» **Material for the task**
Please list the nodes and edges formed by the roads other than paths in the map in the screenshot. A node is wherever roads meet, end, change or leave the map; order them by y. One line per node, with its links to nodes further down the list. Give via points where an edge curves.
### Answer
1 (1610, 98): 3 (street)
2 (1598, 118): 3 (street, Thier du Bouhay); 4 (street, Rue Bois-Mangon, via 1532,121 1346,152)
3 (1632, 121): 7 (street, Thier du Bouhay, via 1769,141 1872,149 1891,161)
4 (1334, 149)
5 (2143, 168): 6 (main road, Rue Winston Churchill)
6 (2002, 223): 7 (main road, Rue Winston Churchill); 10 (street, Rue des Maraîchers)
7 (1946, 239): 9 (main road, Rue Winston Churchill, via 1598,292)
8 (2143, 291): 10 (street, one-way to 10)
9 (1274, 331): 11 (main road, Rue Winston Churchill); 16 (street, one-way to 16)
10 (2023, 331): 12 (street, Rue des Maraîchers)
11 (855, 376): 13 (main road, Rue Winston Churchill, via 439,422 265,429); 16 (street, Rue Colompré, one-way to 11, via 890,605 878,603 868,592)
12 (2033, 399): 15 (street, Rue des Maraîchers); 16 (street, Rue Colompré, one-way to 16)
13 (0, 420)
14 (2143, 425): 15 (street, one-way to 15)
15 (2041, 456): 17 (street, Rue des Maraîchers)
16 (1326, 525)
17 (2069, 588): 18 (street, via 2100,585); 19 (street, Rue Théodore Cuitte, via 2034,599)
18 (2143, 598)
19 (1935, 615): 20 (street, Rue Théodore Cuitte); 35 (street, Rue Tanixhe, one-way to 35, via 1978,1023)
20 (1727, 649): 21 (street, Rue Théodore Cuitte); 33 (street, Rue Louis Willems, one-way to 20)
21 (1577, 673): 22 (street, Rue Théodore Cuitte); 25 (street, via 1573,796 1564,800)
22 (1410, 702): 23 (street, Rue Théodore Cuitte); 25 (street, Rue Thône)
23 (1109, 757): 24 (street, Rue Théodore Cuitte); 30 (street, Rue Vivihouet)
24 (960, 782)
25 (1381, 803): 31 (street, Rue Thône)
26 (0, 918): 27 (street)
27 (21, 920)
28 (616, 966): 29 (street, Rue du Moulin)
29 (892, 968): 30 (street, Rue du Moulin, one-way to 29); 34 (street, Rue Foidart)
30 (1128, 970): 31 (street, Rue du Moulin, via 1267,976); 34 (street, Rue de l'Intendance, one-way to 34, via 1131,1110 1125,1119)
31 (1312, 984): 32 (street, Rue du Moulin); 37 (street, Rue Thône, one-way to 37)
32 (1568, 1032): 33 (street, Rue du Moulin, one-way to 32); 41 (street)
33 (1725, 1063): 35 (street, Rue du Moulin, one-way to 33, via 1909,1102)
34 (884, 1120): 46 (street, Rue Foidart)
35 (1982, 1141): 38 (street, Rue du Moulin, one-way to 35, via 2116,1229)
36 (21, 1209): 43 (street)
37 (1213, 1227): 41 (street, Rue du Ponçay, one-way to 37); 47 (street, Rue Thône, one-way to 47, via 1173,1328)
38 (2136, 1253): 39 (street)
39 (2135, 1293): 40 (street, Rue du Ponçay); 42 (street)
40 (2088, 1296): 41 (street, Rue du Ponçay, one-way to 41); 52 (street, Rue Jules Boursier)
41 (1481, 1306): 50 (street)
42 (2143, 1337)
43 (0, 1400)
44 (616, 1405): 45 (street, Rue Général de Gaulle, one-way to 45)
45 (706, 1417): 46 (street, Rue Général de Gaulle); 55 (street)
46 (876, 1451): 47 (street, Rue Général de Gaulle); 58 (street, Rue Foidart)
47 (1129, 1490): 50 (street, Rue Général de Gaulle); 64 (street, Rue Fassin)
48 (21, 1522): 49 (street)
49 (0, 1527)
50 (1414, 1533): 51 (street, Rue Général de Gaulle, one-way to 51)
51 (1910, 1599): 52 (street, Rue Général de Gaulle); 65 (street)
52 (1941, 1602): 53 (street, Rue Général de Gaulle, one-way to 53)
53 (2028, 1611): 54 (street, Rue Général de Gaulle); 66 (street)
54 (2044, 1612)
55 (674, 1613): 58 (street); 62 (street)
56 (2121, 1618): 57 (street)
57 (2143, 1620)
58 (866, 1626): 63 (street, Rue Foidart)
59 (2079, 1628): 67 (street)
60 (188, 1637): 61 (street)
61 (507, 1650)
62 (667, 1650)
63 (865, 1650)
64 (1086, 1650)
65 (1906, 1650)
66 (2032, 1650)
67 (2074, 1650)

» **Problem statement**
Search the records for the string "Colompré" and return every line in which it occurs.

» **Written solution**
11 (855, 376): 13 (main road, Rue Winston Churchill, via 439,422 265,429); 16 (street, Rue Colompré, one-way to 11, via 890,605 878,603 868,592)
12 (2033, 399): 15 (street, Rue des Maraîchers); 16 (street, Rue Colompré, one-way to 16)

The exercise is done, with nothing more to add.